Return every entry below word for word and leave out any picture.

*** Extracted material ***

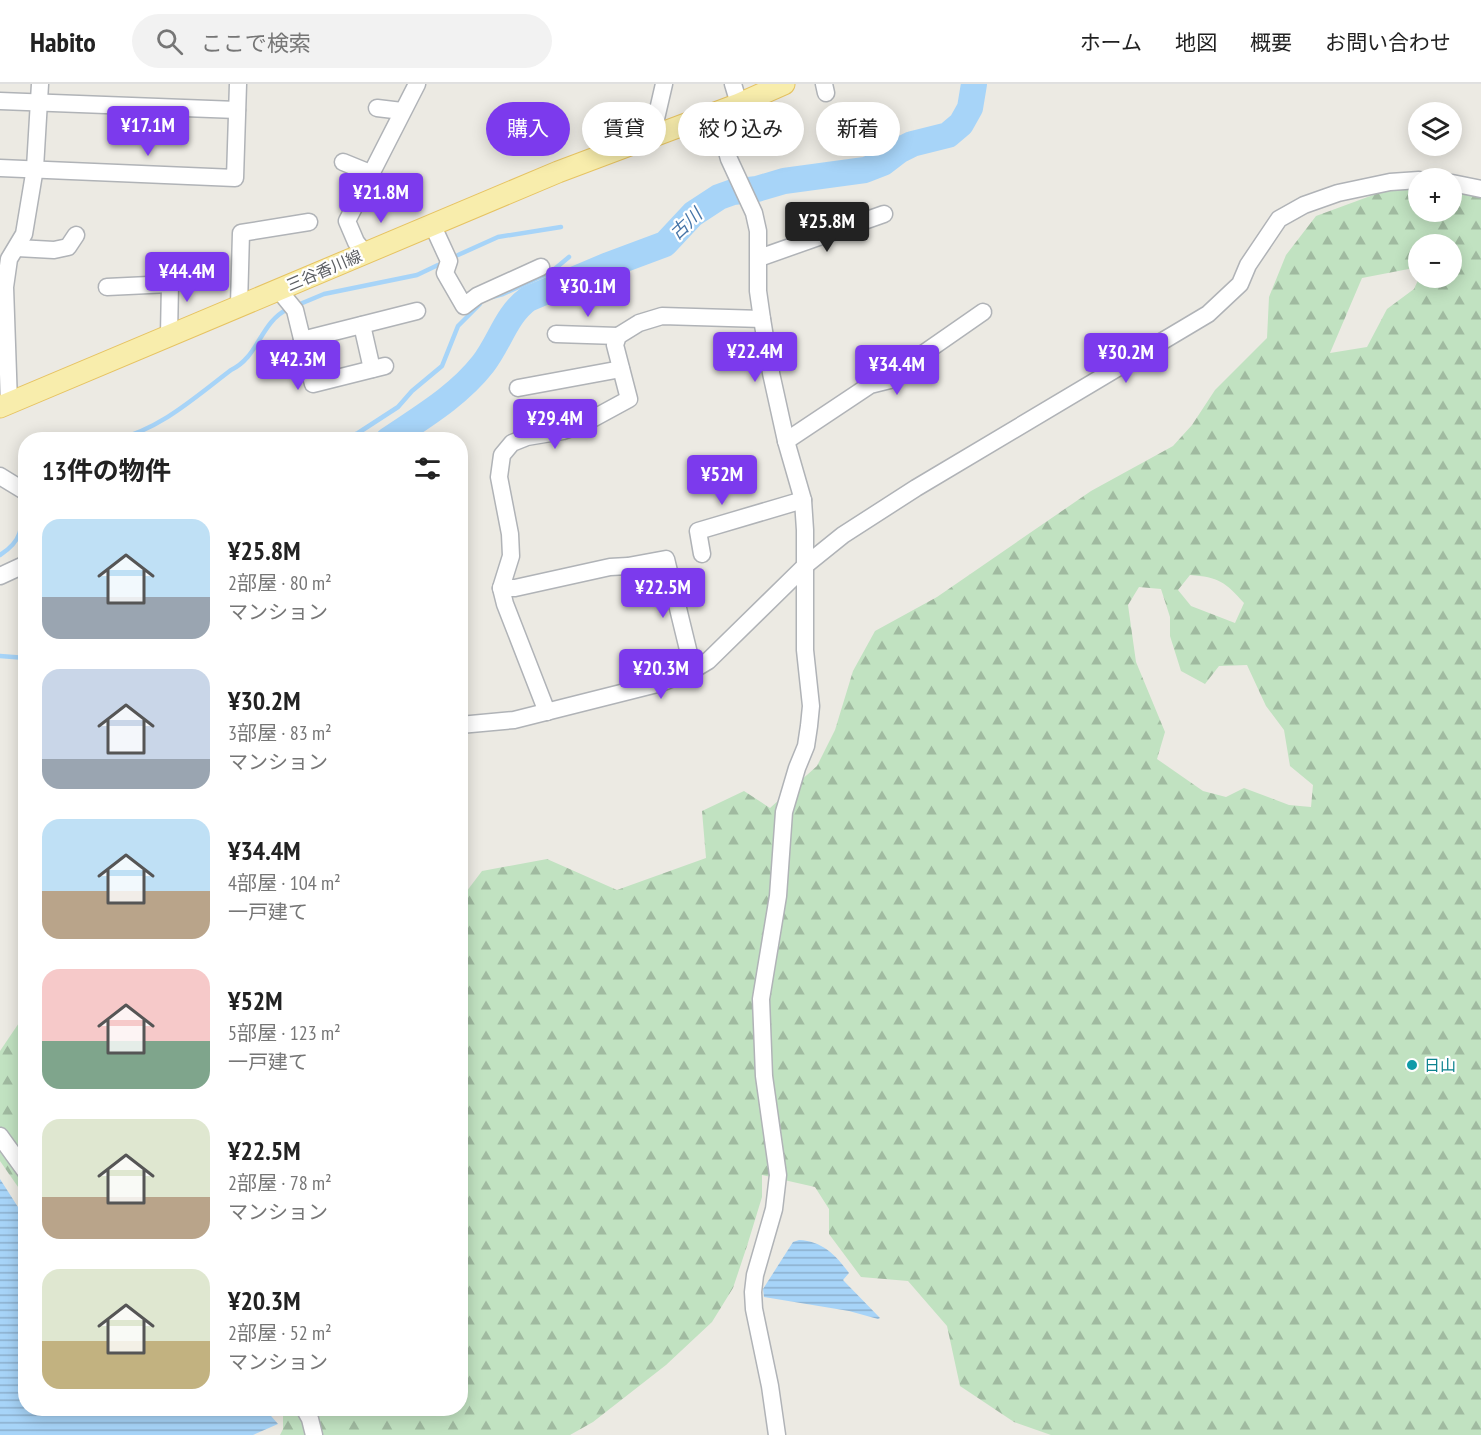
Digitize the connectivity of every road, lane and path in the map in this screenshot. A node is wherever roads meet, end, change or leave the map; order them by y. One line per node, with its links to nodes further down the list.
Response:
1 (40, 84): 9 (street)
2 (238, 84): 11 (street)
3 (417, 84): 12 (street)
4 (664, 84): 8 (street)
5 (784, 84): 6 (main road, 三谷香川線)
6 (736, 94)
7 (0, 101): 9 (street)
8 (660, 102)
9 (39, 103): 11 (street); 17 (street)
10 (377, 108): 12 (street)
11 (237, 110): 17 (street)
12 (402, 111): 18 (street)
13 (600, 156): 24 (main road, 三谷香川線)
14 (728, 156): 28 (street)
15 (343, 162): 18 (street)
16 (0, 168): 17 (street)
17 (35, 168): 26 (street)
18 (370, 173): 27 (street)
19 (1408, 181): 53 (street)
20 (1462, 185): 21 (street)
21 (1481, 189)
22 (884, 214): 28 (street)
23 (309, 222): 35 (street)
24 (432, 224): 27 (main road, 三谷香川線); 29 (street)
25 (76, 235): 26 (street)
26 (17, 248): 32 (street)
27 (364, 252): 34 (main road, 三谷香川線)
28 (759, 258): 38 (street)
29 (541, 267)
30 (205, 272): 31 (street)
31 (170, 284): 33 (street); 41 (street)
32 (2, 287): 44 (street)
33 (107, 287)
34 (278, 289): 35 (main road, 三谷香川線); 43 (street)
35 (239, 305): 41 (main road, 三谷香川線)
36 (417, 311): 39 (street)
37 (983, 312): 48 (street)
38 (762, 319): 42 (street); 48 (street)
39 (362, 325): 43 (street); 43 (street)
40 (556, 334): 42 (street)
41 (169, 335): 47 (main road, 三谷香川線)
42 (618, 336): 45 (street)
43 (302, 340)
44 (4, 367): 47 (street)
45 (621, 369): 46 (street); 56 (street)
46 (518, 388)
47 (4, 405)
48 (786, 441): 51 (street)
49 (0, 476): 50 (street)
50 (18, 487)
51 (802, 500): 52 (street); 53 (street)
52 (702, 554)
53 (807, 564): 57 (street); 64 (street)
54 (18, 568): 55 (street)
55 (0, 576)
56 (501, 588): 57 (street); 58 (street)
57 (693, 670): 58 (street)
58 (547, 712): 59 (street)
59 (468, 724)
60 (0, 1136): 61 (street)
61 (18, 1161)
62 (308, 1416): 63 (street)
63 (314, 1435)
64 (777, 1435)

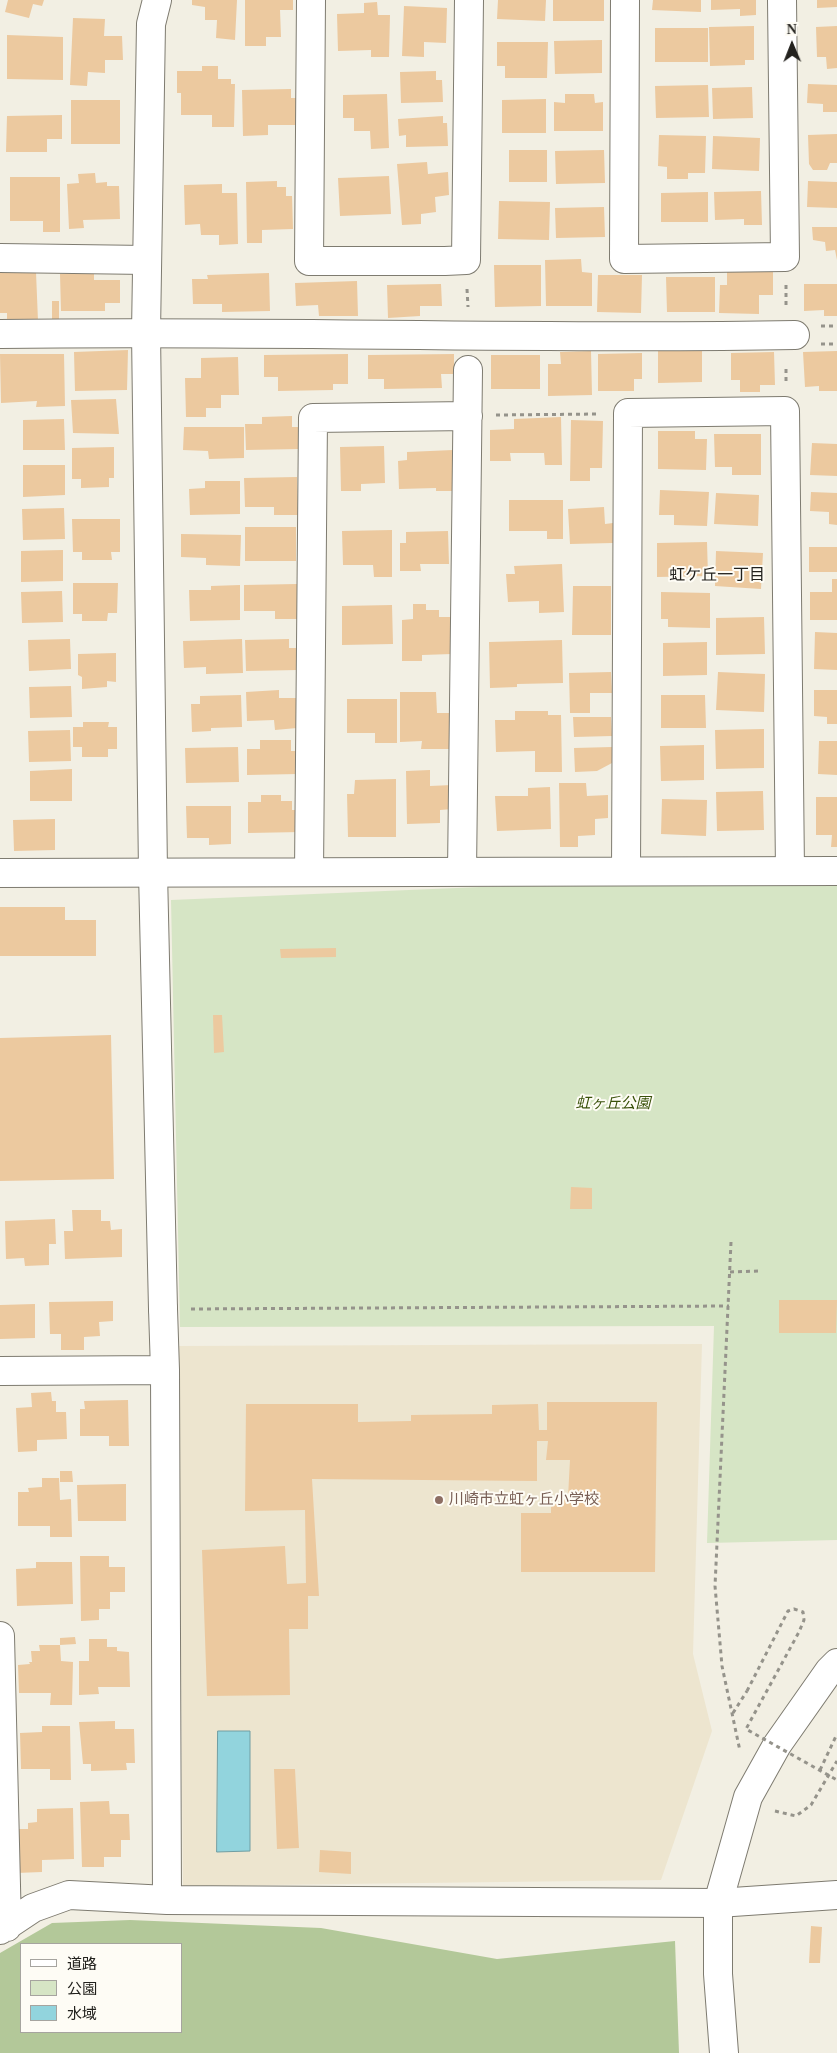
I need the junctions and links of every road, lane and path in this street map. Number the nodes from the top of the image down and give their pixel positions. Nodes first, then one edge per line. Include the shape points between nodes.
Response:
1 (157, 0) edge
2 (311, 0) edge
3 (469, 0) edge
4 (625, 0) edge
5 (782, 0) edge
6 (0, 258) edge
7 (147, 260) junction
8 (466, 260) junction
9 (146, 332) junction
10 (0, 334) edge
11 (795, 335) dead end
12 (469, 337) junction
13 (468, 370) dead end
14 (628, 413) junction
15 (468, 416) junction
16 (626, 871) junction
17 (790, 871) junction
18 (837, 871) edge
19 (153, 872) junction
20 (309, 872) junction
21 (462, 872) junction
22 (0, 873) edge
23 (731, 1242) dead end
24 (758, 1271) dead end
25 (730, 1272) junction
26 (729, 1306) junction
27 (163, 1309) junction
28 (166, 1370) junction
29 (0, 1371) edge
30 (0, 1636) edge
31 (837, 1664) edge
32 (733, 1713) junction
33 (837, 1734) edge
34 (837, 1761) edge
35 (820, 1770) junction
36 (837, 1780) edge
37 (748, 1797) junction
38 (837, 1895) edge
39 (167, 1900) junction
40 (718, 1903) junction
41 (4, 1929) edge
42 (724, 2053) edge

1 - 7 street via 151,24
2 - 8 street via 309,261
3 - 8 street
4 - 5 street via 624,259 786,257
6 - 7 street
7 - 9 street
8 - 12 path
9 - 10 street
9 - 12 street
9 - 19 street
11 - 12 street
13 - 15 street
14 - 15 path
14 - 16 street
14 - 17 street via 785,411
15 - 20 street via 313,418
15 - 21 street
16 - 17 street
16 - 21 street
17 - 18 street
19 - 20 street
19 - 22 street
19 - 27 street
20 - 21 street
23 - 25 path
24 - 25 path
25 - 26 path
26 - 27 path
26 - 32 path via 715,1586 722,1666
27 - 28 street
28 - 29 street
28 - 39 street
30 - 41 street
31 - 37 street via 777,1745
32 - 35 path, bridge via 788,1612 794,1609 803,1612 804,1620 799,1632 746,1729
32 - 37 path
33 - 35 path
34 - 37 path via 811,1805 796,1816 774,1810
35 - 36 path, bridge
37 - 40 street
38 - 40 street
39 - 40 street
39 - 41 street via 69,1895 33,1908
40 - 42 street via 718,1974

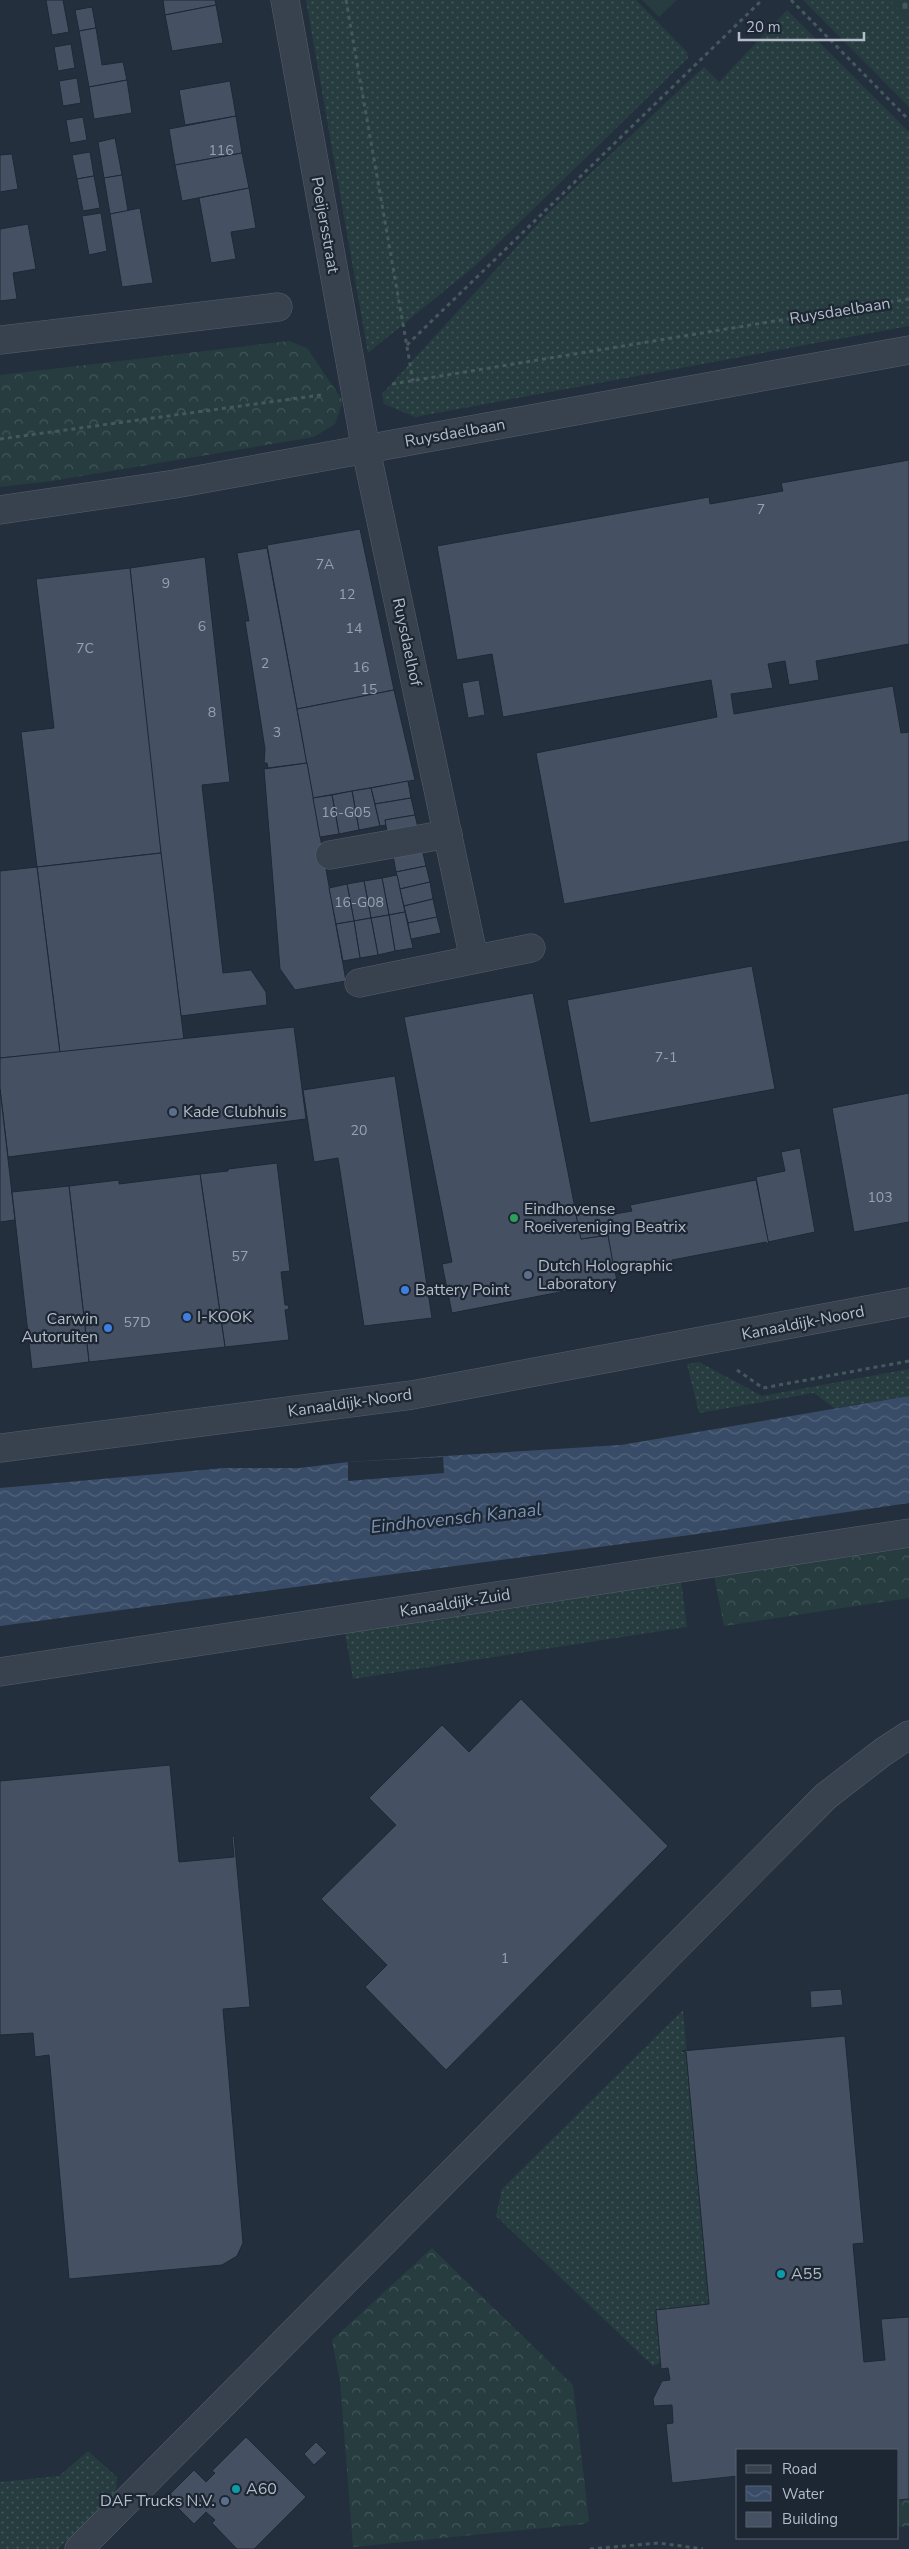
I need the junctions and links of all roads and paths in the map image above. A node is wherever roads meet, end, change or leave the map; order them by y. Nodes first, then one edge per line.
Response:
1 (286, 0) edge
2 (346, 0) edge
3 (762, 0) edge
4 (791, 0) edge
5 (909, 120) edge
6 (909, 299) edge
7 (278, 307) dead end
8 (0, 340) edge
9 (407, 345) junction
10 (909, 350) edge
11 (413, 381) junction
12 (355, 390) junction
13 (0, 439) edge
14 (366, 450) junction
15 (0, 510) edge
16 (448, 834) junction
17 (330, 855) dead end
18 (531, 948) dead end
19 (474, 960) junction
20 (358, 983) dead end
21 (909, 1302) edge
22 (698, 1343) junction
23 (909, 1361) edge
24 (0, 1448) edge
25 (909, 1533) edge
26 (0, 1672) edge
27 (909, 1736) edge
28 (79, 2549) edge
29 (590, 2549) edge
30 (703, 2549) edge

1 - 12 street, Poeijersstraat
2 - 9 path
3 - 9 path
4 - 5 path
6 - 11 path, Ruysdaelbaan
7 - 8 street
9 - 11 path
10 - 14 street, Ruysdaelbaan
11 - 12 path, Ruysdaelbaan
12 - 13 path, Ruysdaelbaan
12 - 14 street, Poeijersstraat
14 - 15 street, Ruysdaelbaan
14 - 16 street, Ruysdaelhof
16 - 17 street
16 - 19 street, Ruysdaelhof
18 - 19 street
19 - 20 street
21 - 22 street, Kanaaldijk-Noord
22 - 23 path
22 - 24 street, Kanaaldijk-Noord
25 - 26 street, Kanaaldijk-Zuid
27 - 28 street
29 - 30 path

*** End of Extracted material ***

Your response —
Digitize the connectivity of every road, lane and path in the map in this screenshot. A node is wherever roads meet, end, change or leave the map; order them by y. One line per node, with its links to nodes further down the list.
Response:
1 (40, 84): 9 (street)
2 (238, 84): 11 (street)
3 (417, 84): 12 (street)
4 (664, 84): 8 (street)
5 (784, 84): 6 (main road, 三谷香川線)
6 (736, 94)
7 (0, 101): 9 (street)
8 (660, 102)
9 (39, 103): 11 (street); 17 (street)
10 (377, 108): 12 (street)
11 (237, 110): 17 (street)
12 (402, 111): 18 (street)
13 (600, 156): 24 (main road, 三谷香川線)
14 (728, 156): 28 (street)
15 (343, 162): 18 (street)
16 (0, 168): 17 (street)
17 (35, 168): 26 (street)
18 (370, 173): 27 (street)
19 (1408, 181): 53 (street)
20 (1462, 185): 21 (street)
21 (1481, 189)
22 (884, 214): 28 (street)
23 (309, 222): 35 (street)
24 (432, 224): 27 (main road, 三谷香川線); 29 (street)
25 (76, 235): 26 (street)
26 (17, 248): 32 (street)
27 (364, 252): 34 (main road, 三谷香川線)
28 (759, 258): 38 (street)
29 (541, 267)
30 (205, 272): 31 (street)
31 (170, 284): 33 (street); 41 (street)
32 (2, 287): 44 (street)
33 (107, 287)
34 (278, 289): 35 (main road, 三谷香川線); 43 (street)
35 (239, 305): 41 (main road, 三谷香川線)
36 (417, 311): 39 (street)
37 (983, 312): 48 (street)
38 (762, 319): 42 (street); 48 (street)
39 (362, 325): 43 (street); 43 (street)
40 (556, 334): 42 (street)
41 (169, 335): 47 (main road, 三谷香川線)
42 (618, 336): 45 (street)
43 (302, 340)
44 (4, 367): 47 (street)
45 (621, 369): 46 (street); 56 (street)
46 (518, 388)
47 (4, 405)
48 (786, 441): 51 (street)
49 (0, 476): 50 (street)
50 (18, 487)
51 (802, 500): 52 (street); 53 (street)
52 (702, 554)
53 (807, 564): 57 (street); 64 (street)
54 (18, 568): 55 (street)
55 (0, 576)
56 (501, 588): 57 (street); 58 (street)
57 (693, 670): 58 (street)
58 (547, 712): 59 (street)
59 (468, 724)
60 (0, 1136): 61 (street)
61 (18, 1161)
62 (308, 1416): 63 (street)
63 (314, 1435)
64 (777, 1435)

I need the junctions and links of every road, lane and path in this street map. Number the nodes from the top of the image down and give their pixel positions. Nodes first, then one edge per line. Include the shape points between nodes.
Response:
1 (157, 0) edge
2 (311, 0) edge
3 (469, 0) edge
4 (625, 0) edge
5 (782, 0) edge
6 (0, 258) edge
7 (147, 260) junction
8 (466, 260) junction
9 (146, 332) junction
10 (0, 334) edge
11 (795, 335) dead end
12 (469, 337) junction
13 (468, 370) dead end
14 (628, 413) junction
15 (468, 416) junction
16 (626, 871) junction
17 (790, 871) junction
18 (837, 871) edge
19 (153, 872) junction
20 (309, 872) junction
21 (462, 872) junction
22 (0, 873) edge
23 (731, 1242) dead end
24 (758, 1271) dead end
25 (730, 1272) junction
26 (729, 1306) junction
27 (163, 1309) junction
28 (166, 1370) junction
29 (0, 1371) edge
30 (0, 1636) edge
31 (837, 1664) edge
32 (733, 1713) junction
33 (837, 1734) edge
34 (837, 1761) edge
35 (820, 1770) junction
36 (837, 1780) edge
37 (748, 1797) junction
38 (837, 1895) edge
39 (167, 1900) junction
40 (718, 1903) junction
41 (4, 1929) edge
42 (724, 2053) edge

1 - 7 street via 151,24
2 - 8 street via 309,261
3 - 8 street
4 - 5 street via 624,259 786,257
6 - 7 street
7 - 9 street
8 - 12 path
9 - 10 street
9 - 12 street
9 - 19 street
11 - 12 street
13 - 15 street
14 - 15 path
14 - 16 street
14 - 17 street via 785,411
15 - 20 street via 313,418
15 - 21 street
16 - 17 street
16 - 21 street
17 - 18 street
19 - 20 street
19 - 22 street
19 - 27 street
20 - 21 street
23 - 25 path
24 - 25 path
25 - 26 path
26 - 27 path
26 - 32 path via 715,1586 722,1666
27 - 28 street
28 - 29 street
28 - 39 street
30 - 41 street
31 - 37 street via 777,1745
32 - 35 path, bridge via 788,1612 794,1609 803,1612 804,1620 799,1632 746,1729
32 - 37 path
33 - 35 path
34 - 37 path via 811,1805 796,1816 774,1810
35 - 36 path, bridge
37 - 40 street
38 - 40 street
39 - 40 street
39 - 41 street via 69,1895 33,1908
40 - 42 street via 718,1974

I need the junctions and links of all roads and paths in the map image above. A node is wherever roads meet, end, change or leave the map; order them by y. Nodes first, then one edge per line.
Response:
1 (286, 0) edge
2 (346, 0) edge
3 (762, 0) edge
4 (791, 0) edge
5 (909, 120) edge
6 (909, 299) edge
7 (278, 307) dead end
8 (0, 340) edge
9 (407, 345) junction
10 (909, 350) edge
11 (413, 381) junction
12 (355, 390) junction
13 (0, 439) edge
14 (366, 450) junction
15 (0, 510) edge
16 (448, 834) junction
17 (330, 855) dead end
18 (531, 948) dead end
19 (474, 960) junction
20 (358, 983) dead end
21 (909, 1302) edge
22 (698, 1343) junction
23 (909, 1361) edge
24 (0, 1448) edge
25 (909, 1533) edge
26 (0, 1672) edge
27 (909, 1736) edge
28 (79, 2549) edge
29 (590, 2549) edge
30 (703, 2549) edge

1 - 12 street, Poeijersstraat
2 - 9 path
3 - 9 path
4 - 5 path
6 - 11 path, Ruysdaelbaan
7 - 8 street
9 - 11 path
10 - 14 street, Ruysdaelbaan
11 - 12 path, Ruysdaelbaan
12 - 13 path, Ruysdaelbaan
12 - 14 street, Poeijersstraat
14 - 15 street, Ruysdaelbaan
14 - 16 street, Ruysdaelhof
16 - 17 street
16 - 19 street, Ruysdaelhof
18 - 19 street
19 - 20 street
21 - 22 street, Kanaaldijk-Noord
22 - 23 path
22 - 24 street, Kanaaldijk-Noord
25 - 26 street, Kanaaldijk-Zuid
27 - 28 street
29 - 30 path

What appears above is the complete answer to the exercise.